Francis 30 ans est un réfugié qui arrive Berlin après un long périple depuis son pays natal la Guinée-Bissau. Mais il se rend rapidement compte qu'être un migrant clandestin est une situation compliquée et qu'il lui est particulièrement difficile de trouver un travail. Bientôt, Francis s'enfonce dans les bas-fonds de la capitale et rencontre notamment le trafiquant de drogue Reinhold... Le réfugié Francis est incarné par Welket Bungué aperçu dans "Lettres de la Guerre" (2017) de Ivo M. Ferreira, "Corpo Electrico" (2018) de Marcelo Caetano, et surtout vu ensuite dans le tout récent "Les Crimes du Futur" (2022) de David Cronenberg. Le trafiquant est interprété par Albrecht Schuch vu dans "Paula" (2016) de Christian Schowchow et "Benni" (2019) de Nora Fingscheidt. Le héros croise la route de Jella Haase aperçue dans "Guerrière" (2011) de David Wnendt, "Heidi" (2015) de Alain Gsponer et dans "Kidnapping Stella" (2019) de Thomas Sieben. Citons encore Joachim Krol vu dans "Cours, Lola, Cours" (1998) et "La Princesse et le Guerrier" (2000) tous deux de Tom Tykwer, également dans "Le Baiser de l'Ours" (2002) de Sergueï Bodrov, puis enfin Nils Verkooijen donton  peut citer "Worst" (2006) de Hiroshi Takahashi, "Dik Trom" (2010) de Arne Toonen et "Michel de Ruyter" (2015) de Roel Reiné... Le film débute avec un prologue tragique et symbolique hanté par une voix Off d'une narratrice à la voix d'outre-tombe. Esthétiquement on pense à certains films d'un certain Fassbinder, et on ne pense pas forcément à sa série TV éponyme ; est-ce voulu ?! On s'interroge alors et encore sur le passé de Francis/Bungué, à savoir comment a-t-il traversé les mers jusqu'en Allemagne ?! Quel est le réel passif de ce personnage principal ?! À part quelques flash-backs énigmatiques on aura pas franchement de réponses.

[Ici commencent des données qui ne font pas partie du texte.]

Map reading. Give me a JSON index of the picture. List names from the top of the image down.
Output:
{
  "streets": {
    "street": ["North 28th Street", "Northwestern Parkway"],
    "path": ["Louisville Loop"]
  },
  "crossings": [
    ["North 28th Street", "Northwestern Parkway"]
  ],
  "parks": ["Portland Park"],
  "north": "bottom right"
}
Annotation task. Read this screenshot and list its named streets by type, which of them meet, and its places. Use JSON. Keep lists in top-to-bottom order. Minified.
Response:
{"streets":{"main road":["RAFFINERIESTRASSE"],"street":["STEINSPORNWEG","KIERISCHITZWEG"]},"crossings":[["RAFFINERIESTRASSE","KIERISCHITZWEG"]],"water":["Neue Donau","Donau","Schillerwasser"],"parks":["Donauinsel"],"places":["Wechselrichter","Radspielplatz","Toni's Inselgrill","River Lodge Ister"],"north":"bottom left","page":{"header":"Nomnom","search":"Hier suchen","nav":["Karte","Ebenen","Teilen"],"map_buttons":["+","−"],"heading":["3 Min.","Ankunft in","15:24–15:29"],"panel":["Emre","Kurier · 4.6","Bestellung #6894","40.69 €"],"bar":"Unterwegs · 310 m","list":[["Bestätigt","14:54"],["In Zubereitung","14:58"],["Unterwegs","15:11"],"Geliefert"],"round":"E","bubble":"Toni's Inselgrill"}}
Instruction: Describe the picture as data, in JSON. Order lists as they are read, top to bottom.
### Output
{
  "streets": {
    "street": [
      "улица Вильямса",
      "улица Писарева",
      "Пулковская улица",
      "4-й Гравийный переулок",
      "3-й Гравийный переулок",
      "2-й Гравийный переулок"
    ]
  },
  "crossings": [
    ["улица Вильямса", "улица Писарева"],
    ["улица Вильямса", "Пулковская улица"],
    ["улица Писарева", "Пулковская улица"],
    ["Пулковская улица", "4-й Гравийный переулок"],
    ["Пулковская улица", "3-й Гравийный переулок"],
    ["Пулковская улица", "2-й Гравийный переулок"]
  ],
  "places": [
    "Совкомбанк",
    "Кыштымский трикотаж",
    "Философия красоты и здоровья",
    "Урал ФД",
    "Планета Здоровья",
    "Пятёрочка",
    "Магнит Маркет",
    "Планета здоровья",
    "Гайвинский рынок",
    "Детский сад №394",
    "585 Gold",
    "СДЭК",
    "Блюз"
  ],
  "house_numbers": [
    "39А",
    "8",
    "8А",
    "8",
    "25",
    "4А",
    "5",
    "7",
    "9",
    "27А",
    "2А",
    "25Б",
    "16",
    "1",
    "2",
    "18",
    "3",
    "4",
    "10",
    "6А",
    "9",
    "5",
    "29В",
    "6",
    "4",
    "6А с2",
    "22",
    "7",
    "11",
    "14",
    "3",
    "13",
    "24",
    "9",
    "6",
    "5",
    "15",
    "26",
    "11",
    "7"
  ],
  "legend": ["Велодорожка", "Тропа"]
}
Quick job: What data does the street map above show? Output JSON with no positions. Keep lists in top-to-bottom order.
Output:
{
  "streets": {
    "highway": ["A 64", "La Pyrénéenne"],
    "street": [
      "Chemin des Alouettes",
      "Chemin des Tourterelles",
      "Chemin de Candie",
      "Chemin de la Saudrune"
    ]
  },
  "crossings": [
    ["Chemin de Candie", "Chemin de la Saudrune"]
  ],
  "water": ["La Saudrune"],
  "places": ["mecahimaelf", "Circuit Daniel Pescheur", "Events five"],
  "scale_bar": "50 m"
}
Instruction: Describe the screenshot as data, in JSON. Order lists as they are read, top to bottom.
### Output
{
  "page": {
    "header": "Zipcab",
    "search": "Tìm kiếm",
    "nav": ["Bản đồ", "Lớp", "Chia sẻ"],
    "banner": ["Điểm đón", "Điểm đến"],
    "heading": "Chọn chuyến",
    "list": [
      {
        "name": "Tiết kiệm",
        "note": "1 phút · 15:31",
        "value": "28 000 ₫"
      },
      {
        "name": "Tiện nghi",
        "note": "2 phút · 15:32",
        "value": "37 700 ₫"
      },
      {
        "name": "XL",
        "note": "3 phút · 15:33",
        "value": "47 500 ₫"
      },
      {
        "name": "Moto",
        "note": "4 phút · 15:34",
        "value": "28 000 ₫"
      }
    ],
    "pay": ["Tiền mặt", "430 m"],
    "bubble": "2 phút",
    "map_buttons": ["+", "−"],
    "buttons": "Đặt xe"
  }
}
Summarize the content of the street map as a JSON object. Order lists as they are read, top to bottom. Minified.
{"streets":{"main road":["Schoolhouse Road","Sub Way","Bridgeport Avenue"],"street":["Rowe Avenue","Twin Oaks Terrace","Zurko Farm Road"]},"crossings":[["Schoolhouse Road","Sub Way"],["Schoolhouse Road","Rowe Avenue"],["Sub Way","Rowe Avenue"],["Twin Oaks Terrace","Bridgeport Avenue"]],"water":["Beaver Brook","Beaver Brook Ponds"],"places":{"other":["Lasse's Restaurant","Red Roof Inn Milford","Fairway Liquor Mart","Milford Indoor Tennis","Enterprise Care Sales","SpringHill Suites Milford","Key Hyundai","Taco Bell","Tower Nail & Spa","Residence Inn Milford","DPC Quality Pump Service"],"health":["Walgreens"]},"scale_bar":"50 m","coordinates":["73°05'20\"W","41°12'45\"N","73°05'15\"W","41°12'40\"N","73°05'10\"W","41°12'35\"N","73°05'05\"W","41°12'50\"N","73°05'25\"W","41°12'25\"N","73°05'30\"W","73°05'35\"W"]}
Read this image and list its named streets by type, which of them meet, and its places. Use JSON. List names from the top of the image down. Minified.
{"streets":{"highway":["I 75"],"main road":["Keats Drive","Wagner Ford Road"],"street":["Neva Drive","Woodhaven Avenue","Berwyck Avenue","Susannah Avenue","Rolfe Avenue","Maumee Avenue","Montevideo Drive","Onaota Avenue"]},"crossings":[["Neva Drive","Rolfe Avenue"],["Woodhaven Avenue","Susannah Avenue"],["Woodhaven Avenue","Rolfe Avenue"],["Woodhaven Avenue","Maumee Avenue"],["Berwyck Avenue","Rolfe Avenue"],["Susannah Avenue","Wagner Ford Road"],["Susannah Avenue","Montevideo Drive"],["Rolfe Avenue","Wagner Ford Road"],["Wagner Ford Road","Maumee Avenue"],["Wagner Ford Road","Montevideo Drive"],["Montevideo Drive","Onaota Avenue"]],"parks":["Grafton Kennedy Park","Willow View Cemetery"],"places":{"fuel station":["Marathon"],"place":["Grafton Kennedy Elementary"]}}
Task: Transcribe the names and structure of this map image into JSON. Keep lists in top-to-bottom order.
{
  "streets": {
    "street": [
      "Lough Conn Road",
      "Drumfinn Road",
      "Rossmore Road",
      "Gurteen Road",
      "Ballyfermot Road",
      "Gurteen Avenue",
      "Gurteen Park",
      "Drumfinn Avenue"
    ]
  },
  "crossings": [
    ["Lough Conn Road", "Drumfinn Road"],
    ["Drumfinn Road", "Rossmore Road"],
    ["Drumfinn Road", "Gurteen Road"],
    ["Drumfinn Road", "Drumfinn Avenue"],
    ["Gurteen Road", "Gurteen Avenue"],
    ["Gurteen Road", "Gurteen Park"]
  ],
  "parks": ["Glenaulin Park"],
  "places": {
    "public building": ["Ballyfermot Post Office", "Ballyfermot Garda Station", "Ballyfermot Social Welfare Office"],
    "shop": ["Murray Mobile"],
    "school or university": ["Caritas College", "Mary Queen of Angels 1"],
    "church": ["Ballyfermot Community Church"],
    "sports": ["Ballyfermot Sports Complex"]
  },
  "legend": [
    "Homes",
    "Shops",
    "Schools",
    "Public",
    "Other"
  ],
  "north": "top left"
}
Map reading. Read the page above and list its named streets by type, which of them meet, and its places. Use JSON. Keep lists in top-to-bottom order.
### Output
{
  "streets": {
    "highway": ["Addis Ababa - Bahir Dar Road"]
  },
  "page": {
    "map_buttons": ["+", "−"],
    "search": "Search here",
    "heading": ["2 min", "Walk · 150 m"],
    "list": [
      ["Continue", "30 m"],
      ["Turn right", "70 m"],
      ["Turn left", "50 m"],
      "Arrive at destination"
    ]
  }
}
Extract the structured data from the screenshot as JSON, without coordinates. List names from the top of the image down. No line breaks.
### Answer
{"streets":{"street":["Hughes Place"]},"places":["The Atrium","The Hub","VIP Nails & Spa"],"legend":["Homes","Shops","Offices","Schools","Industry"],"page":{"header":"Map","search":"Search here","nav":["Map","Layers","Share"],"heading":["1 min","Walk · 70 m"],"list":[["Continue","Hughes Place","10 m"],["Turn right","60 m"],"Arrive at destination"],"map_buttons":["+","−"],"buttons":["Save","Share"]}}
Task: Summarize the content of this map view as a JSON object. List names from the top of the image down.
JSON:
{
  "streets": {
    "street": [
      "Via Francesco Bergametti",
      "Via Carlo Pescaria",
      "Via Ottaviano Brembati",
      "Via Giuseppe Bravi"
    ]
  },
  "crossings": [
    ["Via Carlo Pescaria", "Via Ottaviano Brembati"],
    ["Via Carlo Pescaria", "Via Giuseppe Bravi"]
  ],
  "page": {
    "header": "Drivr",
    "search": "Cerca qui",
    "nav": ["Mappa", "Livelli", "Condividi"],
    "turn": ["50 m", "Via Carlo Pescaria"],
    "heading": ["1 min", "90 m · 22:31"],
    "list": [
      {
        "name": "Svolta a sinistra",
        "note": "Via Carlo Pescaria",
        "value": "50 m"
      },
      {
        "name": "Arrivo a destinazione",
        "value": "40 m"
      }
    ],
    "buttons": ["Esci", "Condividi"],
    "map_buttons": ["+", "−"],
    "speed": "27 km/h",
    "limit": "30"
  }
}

Scindé en plusieurs parties on suit donc l'ascension et la chute d'un migrant africain dont le destin nous est martelé incessamment, la voix Off omniprésente étant parsemée du redondant "France voulait être honnête et bon mais la vie en a décidé autrement" ! Ben voyons... chacun reste libre de ses choix et Francis fait les siens par question de facilité ni plus ni moins pour l'argent facile. On s'agace aussi que on insiste sur la question "Comment un homme peut-il survivre à tant de choses ?", alors oui, dur dur un tel destin mais on est très loin de biens d'autres existences misérables, d'autant plus quand on a choisi le chemin du crime ! Ces deux mantras redondants assénés comme une évidence agace un tantinet et c'est le plus gros défaut du film. Mais heureusement on aime l'esthétique, ses couleurs chaudes lorsqu'on est en intérieur, les couleurs moins clinquantes de l'extérieur, la photographie soignée et surtout cette transposition de la pègre berlinoise à l'époque de Weimar à aujourd'hui avec un migrant en personnage principal s'avère aussi probante que pertinente. On retrouve cette quête de rédemption (bien que sans indices sur le passé de Franz) vers un bonheur auquel on a tous droit. Une sorte de "Othello" des bas-fonds dans le Berlin 2020. La tragédie est omniprésente, un chemin de croix que Francis ne voit pas ou ne veut pas voir espérant un coup du sort qui serait pour une fois en sa faveur. Burhan Qurbani signe un drame social mixé à un polar mafieux de façon assez magistral malgré quelques réserves. Un film qui n'est pas dénué d'une violence effrayante sans être démonstrative, et c'est compensé par quelques instants tendresse plutôt touchants. Un très beau et très bon film.